(Collected data entries)
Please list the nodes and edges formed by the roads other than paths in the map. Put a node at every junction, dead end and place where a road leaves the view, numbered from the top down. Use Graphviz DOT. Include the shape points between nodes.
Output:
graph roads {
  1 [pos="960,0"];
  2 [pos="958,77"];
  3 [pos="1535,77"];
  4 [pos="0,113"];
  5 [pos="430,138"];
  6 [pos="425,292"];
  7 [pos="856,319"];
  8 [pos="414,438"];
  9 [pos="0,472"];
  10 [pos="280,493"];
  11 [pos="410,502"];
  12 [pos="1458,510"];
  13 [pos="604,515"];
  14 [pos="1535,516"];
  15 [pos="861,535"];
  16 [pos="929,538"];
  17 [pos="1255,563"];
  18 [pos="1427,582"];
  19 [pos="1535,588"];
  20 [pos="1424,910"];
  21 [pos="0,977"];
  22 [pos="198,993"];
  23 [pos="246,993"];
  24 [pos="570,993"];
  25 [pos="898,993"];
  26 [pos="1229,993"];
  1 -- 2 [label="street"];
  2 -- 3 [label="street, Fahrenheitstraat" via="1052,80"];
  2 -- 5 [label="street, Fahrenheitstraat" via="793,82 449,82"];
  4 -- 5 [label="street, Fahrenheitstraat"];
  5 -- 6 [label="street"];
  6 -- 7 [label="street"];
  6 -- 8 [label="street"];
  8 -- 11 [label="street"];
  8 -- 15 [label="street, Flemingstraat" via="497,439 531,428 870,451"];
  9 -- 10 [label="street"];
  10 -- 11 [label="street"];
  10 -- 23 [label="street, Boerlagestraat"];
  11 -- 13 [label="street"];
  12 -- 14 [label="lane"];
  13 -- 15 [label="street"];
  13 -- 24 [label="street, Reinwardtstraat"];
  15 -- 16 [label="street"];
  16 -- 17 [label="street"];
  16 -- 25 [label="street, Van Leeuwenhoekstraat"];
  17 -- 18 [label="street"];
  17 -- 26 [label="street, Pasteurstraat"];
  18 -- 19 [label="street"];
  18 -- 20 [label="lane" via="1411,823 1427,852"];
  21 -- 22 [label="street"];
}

__WORK TO BE COMPLETED__.
Read through the entries above, and wherever a line holds the string "lane", copy it.

__SOLVED EXERCISE__.
  12 -- 14 [label="lane"];
  18 -- 20 [label="lane" via="1411,823 1427,852"];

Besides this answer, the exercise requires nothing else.